Top of Dataset

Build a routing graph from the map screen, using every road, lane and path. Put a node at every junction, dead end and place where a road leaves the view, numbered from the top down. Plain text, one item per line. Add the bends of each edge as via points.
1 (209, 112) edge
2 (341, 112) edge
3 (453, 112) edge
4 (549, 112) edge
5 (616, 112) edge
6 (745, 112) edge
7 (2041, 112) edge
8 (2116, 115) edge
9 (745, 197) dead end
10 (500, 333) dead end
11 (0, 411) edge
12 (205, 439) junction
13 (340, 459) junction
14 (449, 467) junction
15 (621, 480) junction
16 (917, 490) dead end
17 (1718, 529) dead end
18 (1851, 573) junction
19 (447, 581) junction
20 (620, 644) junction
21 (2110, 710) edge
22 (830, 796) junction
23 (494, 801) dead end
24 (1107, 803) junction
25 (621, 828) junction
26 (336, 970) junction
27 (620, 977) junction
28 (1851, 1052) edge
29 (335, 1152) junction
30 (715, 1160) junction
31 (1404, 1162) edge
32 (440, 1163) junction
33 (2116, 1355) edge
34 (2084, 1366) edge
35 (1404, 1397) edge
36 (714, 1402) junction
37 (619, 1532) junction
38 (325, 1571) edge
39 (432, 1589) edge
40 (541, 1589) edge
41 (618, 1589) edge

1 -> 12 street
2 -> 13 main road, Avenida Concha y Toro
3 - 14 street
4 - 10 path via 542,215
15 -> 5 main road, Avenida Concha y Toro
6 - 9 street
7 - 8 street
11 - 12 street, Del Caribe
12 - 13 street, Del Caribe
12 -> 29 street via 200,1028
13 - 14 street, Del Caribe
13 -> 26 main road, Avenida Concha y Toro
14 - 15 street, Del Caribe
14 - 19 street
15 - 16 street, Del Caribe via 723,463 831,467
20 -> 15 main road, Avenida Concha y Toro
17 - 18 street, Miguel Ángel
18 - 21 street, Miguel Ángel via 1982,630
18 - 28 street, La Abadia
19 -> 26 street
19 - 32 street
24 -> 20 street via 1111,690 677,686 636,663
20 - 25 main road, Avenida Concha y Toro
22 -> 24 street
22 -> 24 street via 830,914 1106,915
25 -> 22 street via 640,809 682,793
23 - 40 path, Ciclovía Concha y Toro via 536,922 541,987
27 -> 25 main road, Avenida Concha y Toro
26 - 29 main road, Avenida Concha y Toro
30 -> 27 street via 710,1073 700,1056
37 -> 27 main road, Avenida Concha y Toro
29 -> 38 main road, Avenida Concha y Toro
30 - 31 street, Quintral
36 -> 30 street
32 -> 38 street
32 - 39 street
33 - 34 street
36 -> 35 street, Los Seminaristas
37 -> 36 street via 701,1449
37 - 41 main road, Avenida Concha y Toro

Bottom of Dataset

* **What you need to do**: How many lines in the entries above hold the string "Avenida"? Answer with the number and nothing more.

* **Exercise output**: 10